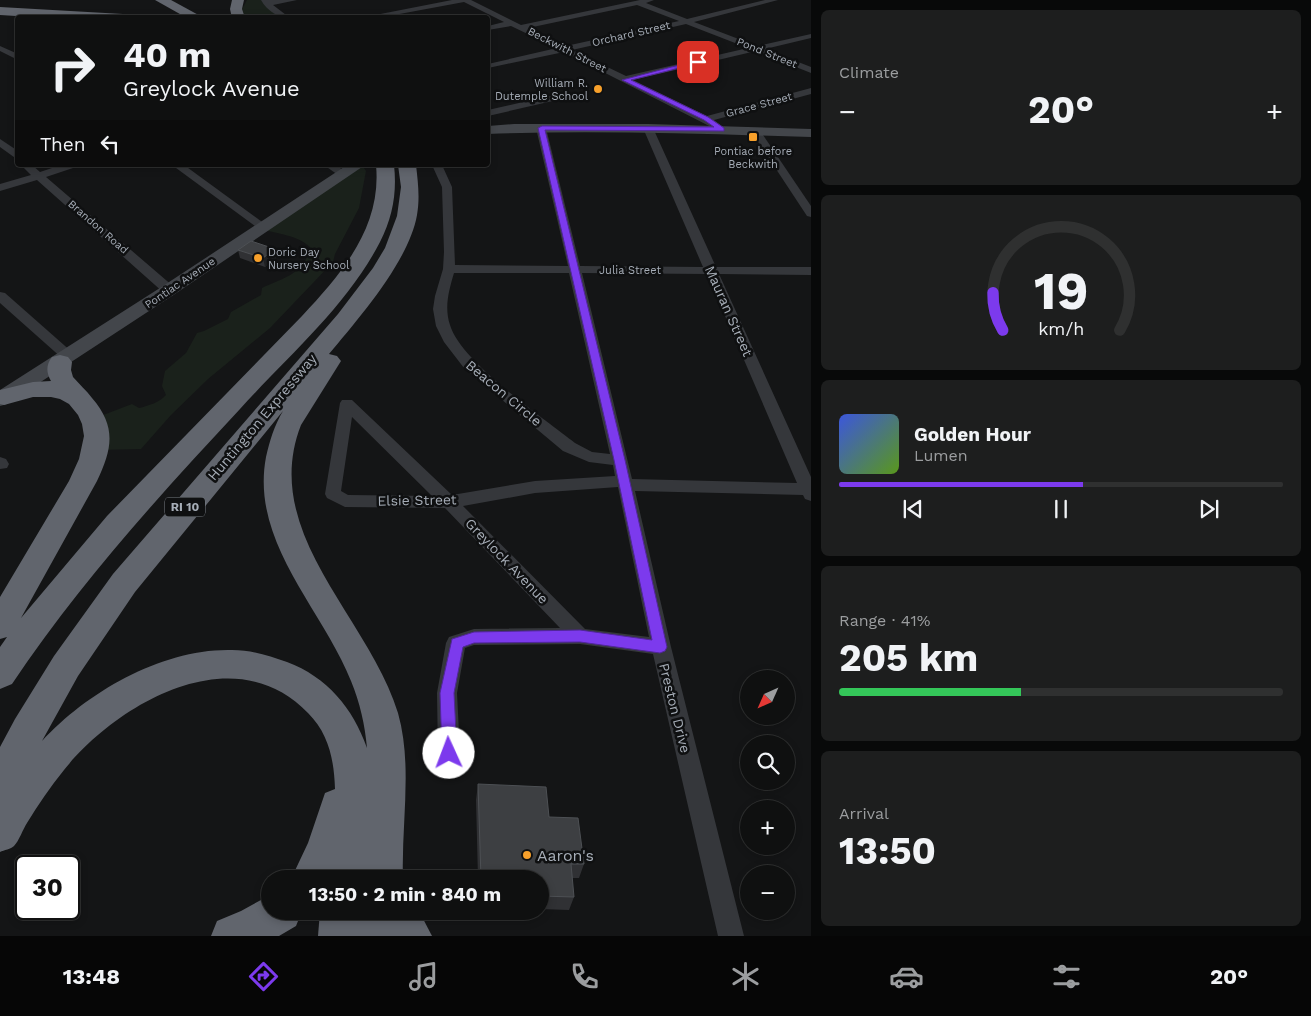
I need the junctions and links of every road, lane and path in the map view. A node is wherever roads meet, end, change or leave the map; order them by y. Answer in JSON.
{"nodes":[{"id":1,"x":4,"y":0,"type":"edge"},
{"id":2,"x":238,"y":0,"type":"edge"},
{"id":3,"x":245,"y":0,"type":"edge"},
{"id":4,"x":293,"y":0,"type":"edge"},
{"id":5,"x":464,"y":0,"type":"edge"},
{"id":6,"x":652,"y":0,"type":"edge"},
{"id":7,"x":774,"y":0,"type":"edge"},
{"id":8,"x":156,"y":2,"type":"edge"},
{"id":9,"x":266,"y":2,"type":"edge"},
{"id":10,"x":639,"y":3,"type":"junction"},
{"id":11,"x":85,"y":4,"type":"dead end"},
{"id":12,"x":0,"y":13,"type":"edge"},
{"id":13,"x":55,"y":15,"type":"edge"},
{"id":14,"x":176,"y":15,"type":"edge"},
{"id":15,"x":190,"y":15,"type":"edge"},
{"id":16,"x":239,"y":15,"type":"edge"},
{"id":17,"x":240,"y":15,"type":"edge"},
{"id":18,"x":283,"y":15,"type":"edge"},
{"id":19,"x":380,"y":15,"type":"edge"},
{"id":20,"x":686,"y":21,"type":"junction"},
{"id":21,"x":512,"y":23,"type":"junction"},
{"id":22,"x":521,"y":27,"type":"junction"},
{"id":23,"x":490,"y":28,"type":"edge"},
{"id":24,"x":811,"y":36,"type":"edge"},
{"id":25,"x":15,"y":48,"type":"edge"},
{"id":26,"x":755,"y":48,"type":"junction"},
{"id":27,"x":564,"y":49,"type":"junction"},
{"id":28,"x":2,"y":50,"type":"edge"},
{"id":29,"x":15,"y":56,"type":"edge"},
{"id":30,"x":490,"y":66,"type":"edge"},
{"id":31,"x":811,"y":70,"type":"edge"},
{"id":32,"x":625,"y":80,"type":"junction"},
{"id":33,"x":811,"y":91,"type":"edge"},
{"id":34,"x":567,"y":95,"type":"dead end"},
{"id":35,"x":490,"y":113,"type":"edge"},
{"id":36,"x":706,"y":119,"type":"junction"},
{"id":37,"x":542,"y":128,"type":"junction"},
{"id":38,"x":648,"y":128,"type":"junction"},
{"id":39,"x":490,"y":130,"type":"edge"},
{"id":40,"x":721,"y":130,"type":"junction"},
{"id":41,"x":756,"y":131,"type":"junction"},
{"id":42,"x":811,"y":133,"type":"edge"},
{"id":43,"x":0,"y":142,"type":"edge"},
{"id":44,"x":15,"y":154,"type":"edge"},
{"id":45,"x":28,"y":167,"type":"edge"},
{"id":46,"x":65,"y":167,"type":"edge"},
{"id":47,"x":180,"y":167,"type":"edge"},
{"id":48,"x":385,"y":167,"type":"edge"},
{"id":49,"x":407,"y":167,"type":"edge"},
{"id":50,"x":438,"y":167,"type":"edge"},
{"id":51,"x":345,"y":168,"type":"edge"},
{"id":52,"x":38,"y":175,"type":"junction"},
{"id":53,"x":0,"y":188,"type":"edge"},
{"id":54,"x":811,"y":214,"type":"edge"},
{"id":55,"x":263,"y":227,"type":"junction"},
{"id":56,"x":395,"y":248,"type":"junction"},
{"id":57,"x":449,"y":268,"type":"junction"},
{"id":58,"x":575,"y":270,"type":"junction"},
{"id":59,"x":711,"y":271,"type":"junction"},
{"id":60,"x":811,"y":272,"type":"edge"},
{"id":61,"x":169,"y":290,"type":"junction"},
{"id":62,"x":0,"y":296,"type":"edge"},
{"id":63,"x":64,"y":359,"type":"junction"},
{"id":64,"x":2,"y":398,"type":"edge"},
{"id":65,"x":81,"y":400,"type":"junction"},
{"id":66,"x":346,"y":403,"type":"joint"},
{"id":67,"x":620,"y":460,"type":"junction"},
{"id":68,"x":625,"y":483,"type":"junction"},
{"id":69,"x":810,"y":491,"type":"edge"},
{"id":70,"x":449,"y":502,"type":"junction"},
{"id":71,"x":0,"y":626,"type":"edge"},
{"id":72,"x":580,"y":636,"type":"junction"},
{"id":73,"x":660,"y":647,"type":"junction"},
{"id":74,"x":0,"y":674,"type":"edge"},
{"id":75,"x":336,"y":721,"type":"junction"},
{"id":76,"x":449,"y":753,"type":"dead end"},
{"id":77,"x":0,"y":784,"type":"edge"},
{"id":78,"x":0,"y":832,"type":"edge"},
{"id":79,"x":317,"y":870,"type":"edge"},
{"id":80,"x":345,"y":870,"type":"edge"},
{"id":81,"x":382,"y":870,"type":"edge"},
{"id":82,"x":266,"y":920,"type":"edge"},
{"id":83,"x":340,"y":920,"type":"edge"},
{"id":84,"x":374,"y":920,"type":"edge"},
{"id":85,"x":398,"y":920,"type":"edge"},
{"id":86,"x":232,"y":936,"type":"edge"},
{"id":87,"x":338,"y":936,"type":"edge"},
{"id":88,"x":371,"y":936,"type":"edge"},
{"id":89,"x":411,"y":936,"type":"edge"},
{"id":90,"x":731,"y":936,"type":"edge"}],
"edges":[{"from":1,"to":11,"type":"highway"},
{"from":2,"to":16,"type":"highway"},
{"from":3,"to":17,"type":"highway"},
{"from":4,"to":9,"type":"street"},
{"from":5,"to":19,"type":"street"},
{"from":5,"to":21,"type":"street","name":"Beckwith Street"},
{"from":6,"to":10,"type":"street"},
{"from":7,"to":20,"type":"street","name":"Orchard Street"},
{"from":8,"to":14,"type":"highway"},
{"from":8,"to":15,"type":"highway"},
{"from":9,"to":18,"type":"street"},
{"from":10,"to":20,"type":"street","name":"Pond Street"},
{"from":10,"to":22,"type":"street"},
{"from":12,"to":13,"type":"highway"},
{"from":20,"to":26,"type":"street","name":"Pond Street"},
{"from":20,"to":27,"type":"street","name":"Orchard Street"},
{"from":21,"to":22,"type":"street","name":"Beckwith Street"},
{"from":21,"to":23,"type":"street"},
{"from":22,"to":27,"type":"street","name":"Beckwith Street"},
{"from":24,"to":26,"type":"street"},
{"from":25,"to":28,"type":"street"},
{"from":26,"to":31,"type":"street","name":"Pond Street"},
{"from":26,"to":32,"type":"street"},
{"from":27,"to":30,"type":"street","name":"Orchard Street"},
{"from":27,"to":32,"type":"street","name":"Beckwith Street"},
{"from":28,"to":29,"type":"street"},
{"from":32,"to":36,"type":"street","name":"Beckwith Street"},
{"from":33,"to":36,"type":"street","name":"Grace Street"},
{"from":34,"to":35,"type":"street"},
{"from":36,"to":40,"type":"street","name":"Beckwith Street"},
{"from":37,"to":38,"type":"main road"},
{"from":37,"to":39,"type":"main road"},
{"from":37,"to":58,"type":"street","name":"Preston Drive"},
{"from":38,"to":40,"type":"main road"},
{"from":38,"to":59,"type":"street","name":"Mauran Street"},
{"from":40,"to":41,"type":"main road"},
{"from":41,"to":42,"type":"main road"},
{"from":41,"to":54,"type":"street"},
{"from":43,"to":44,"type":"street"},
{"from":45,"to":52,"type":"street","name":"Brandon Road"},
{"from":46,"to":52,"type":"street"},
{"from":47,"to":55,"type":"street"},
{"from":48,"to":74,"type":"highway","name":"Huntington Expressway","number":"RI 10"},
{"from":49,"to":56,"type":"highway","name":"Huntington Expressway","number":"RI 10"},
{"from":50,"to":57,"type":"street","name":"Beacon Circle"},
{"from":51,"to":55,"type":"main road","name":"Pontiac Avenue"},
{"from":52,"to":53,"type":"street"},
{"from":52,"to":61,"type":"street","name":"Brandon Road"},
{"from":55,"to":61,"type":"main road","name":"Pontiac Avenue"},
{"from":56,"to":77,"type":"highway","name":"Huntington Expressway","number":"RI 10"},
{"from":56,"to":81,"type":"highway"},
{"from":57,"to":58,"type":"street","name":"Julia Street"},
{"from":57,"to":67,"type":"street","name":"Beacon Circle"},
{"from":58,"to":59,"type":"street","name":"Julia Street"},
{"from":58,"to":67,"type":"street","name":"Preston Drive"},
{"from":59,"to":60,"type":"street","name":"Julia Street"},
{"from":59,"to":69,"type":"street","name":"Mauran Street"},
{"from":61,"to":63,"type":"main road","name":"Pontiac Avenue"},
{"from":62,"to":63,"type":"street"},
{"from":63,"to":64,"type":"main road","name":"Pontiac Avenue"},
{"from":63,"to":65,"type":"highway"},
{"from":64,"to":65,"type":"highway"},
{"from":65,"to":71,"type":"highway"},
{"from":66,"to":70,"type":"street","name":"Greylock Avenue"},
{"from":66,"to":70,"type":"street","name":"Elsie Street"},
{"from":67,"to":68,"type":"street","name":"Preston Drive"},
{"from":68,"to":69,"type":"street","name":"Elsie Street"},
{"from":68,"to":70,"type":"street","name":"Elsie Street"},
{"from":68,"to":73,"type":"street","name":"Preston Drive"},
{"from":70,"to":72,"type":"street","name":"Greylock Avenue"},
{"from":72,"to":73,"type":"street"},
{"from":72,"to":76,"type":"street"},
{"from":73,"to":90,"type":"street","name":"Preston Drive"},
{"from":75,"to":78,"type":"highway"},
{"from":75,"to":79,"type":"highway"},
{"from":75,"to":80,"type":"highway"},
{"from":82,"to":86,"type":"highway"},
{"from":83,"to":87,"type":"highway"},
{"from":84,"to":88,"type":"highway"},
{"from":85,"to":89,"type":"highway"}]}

- - - - -

#### Problem requirements:
Taking the records above as a whole, work out how many of their lines hold the word "Orchard". The reply should be that number alone.

#### Output below:
3